[proofplan]
We use the natural isomorphism to manufacture the two candidate inverse morphisms directly. The component of $\eta$ at $A$ sends $\operatorname{id}_A$ to a morphism $B \to A$, while the inverse component of $\eta$ at $B$ sends $\operatorname{id}_B$ to a morphism $A \to B$. Naturality of $\eta$ and of $\eta^{-1}$ then proves that the two composites are the identity morphisms.
[/proofplan]
[step:Extract the two candidate inverse morphisms from the natural isomorphism]

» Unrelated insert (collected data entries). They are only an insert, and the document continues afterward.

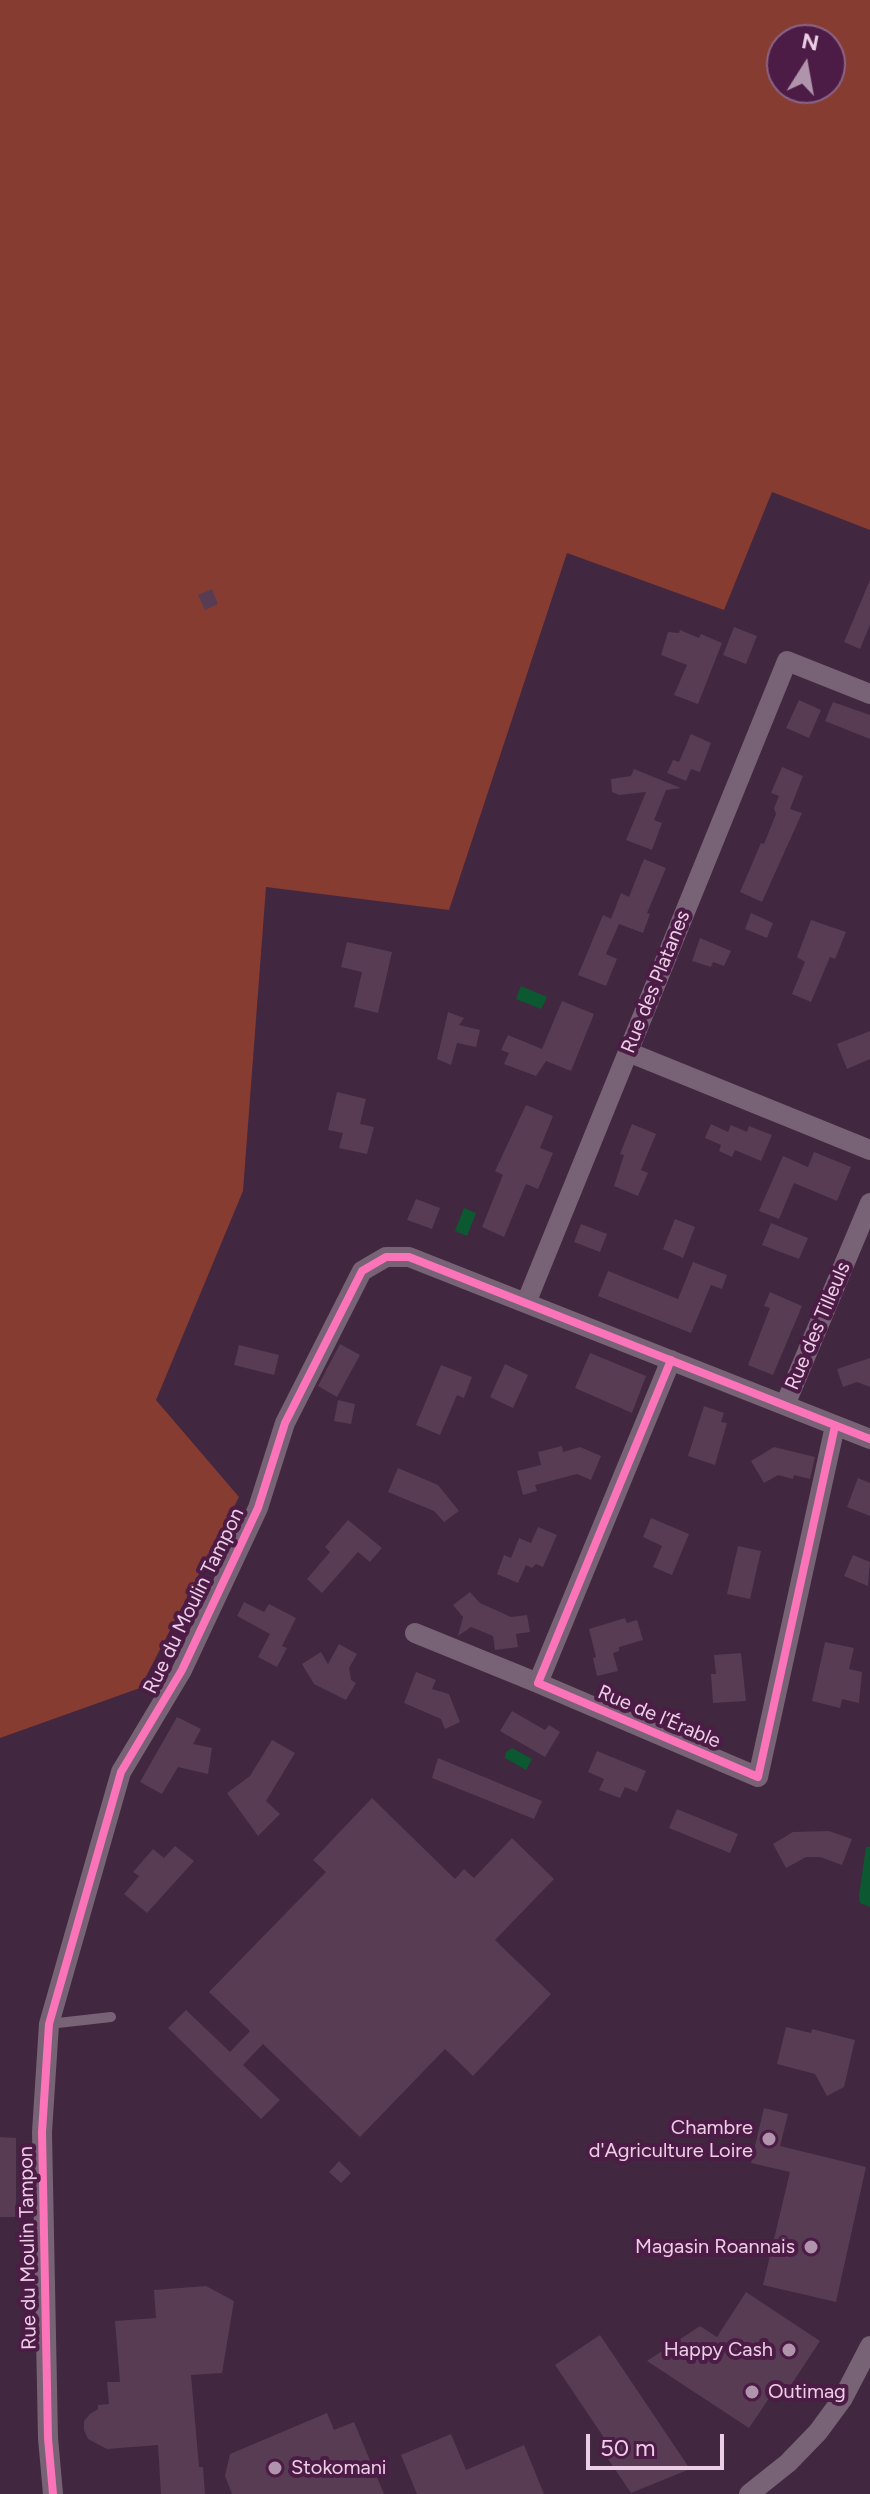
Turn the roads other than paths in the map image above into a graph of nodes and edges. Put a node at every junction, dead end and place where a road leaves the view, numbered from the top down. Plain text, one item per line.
1 (870, 694) edge
2 (628, 1052) junction
3 (870, 1150) edge
4 (870, 1203) edge
5 (526, 1303) junction
6 (671, 1360) junction
7 (785, 1405) junction
8 (835, 1426) junction
9 (870, 1439) edge
10 (415, 1633) dead end
11 (538, 1683) junction
12 (111, 2017) dead end
13 (49, 2024) junction
14 (870, 2346) edge
15 (53, 2494) edge
16 (749, 2494) edge

1 - 2 street, Rue des Platanes
2 - 3 street
2 - 5 street, Rue des Platanes
4 - 7 street, Rue des Tilleuls
5 - 6 street, Rue du Moulin Tampon
5 - 13 street, Rue du Moulin Tampon
6 - 7 street, Rue du Moulin Tampon
6 - 11 street
7 - 8 street, Rue du Moulin Tampon
8 - 9 street, Rue du Moulin Tampon
8 - 11 street, Rue de l’Érable
10 - 11 street
12 - 13 lane
13 - 15 street, Rue du Moulin Tampon
14 - 16 street

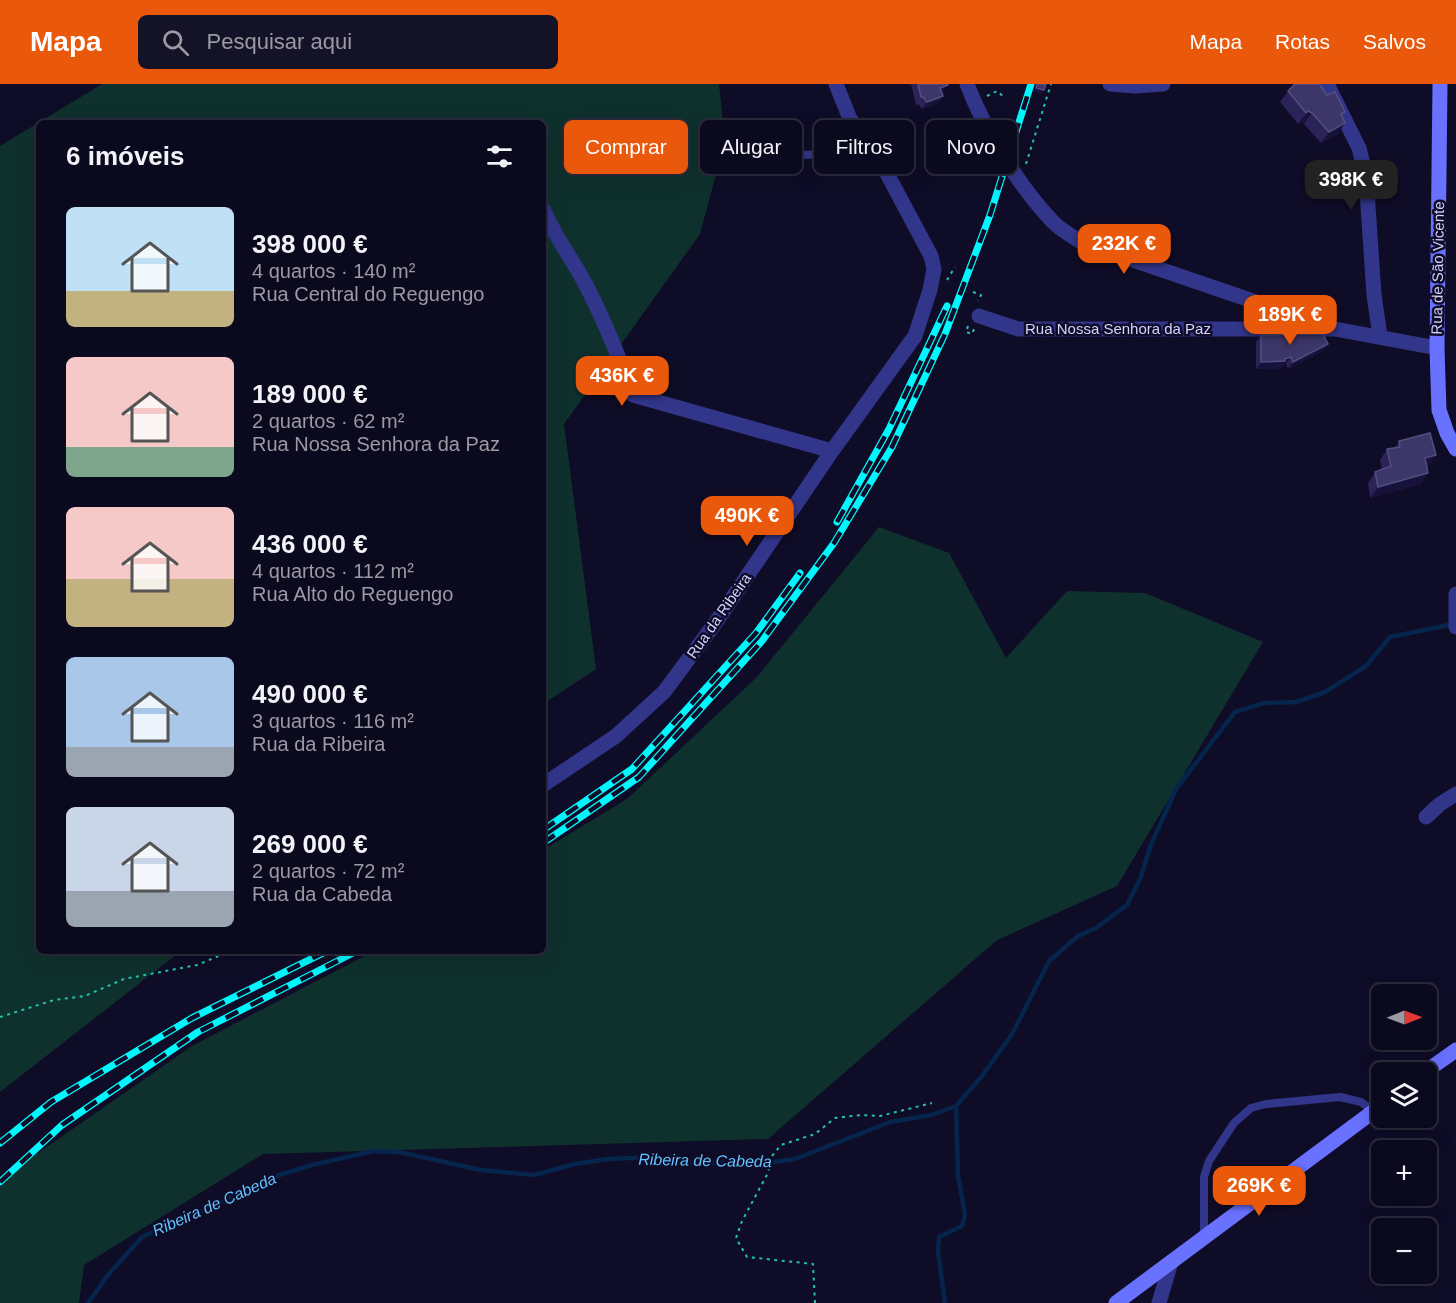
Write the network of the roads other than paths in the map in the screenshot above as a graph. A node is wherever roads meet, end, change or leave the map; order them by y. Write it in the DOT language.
graph roads {
  1 [pos="836,84"];
  2 [pos="967,84"];
  3 [pos="1110,84"];
  4 [pos="1163,84"];
  5 [pos="1327,84"];
  6 [pos="1440,84"];
  7 [pos="851,120"];
  8 [pos="887,174"];
  9 [pos="546,216"];
  10 [pos="979,316"];
  11 [pos="1335,329"];
  12 [pos="1380,336"];
  13 [pos="1437,348"];
  14 [pos="1456,449"];
  15 [pos="832,451"];
  16 [pos="1456,594"];
  17 [pos="1456,627"];
  18 [pos="546,783"];
  19 [pos="1456,794"];
  20 [pos="1426,817"];
  21 [pos="1456,1050"];
  22 [pos="1437,1063"];
  23 [pos="1371,1106"];
  24 [pos="1371,1112"];
  25 [pos="1204,1237"];
  26 [pos="1171,1262"];
  27 [pos="1116,1303"];
  28 [pos="1159,1303"];
  1 -- 7 [label="street"];
  2 -- 11 [label="street"];
  3 -- 4 [label="street"];
  5 -- 12 [label="street"];
  6 -- 13 [label="main road, Rua de São Vicente"];
  8 -- 15 [label="street, Rua da Ribeira"];
  9 -- 15 [label="street"];
  10 -- 11 [label="street, Rua Nossa Senhora da Paz"];
  11 -- 12 [label="street, Rua Nossa Senhora da Paz"];
  12 -- 13 [label="street, Rua Nossa Senhora da Paz"];
  13 -- 14 [label="main road, Rua de São Vicente"];
  15 -- 18 [label="street, Rua da Ribeira"];
  16 -- 17 [label="street"];
  19 -- 20 [label="street"];
  21 -- 22 [label="main road"];
  23 -- 25 [label="lane"];
  24 -- 25 [label="main road"];
  25 -- 26 [label="main road"];
  26 -- 27 [label="main road"];
  26 -- 28 [label="street"];
}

Let $\eta: \operatorname{Hom}_{\mathcal C}(A,-) \Rightarrow \operatorname{Hom}_{\mathcal C}(B,-)$ be the given natural isomorphism. Thus, for each object $X \in \operatorname{Ob}(\mathcal C)$, the component
\begin{align*}
\eta_X: \operatorname{Hom}_{\mathcal C}(A,X) \to \operatorname{Hom}_{\mathcal C}(B,X)
\end{align*}
is a bijection, and these bijections are natural in $X$.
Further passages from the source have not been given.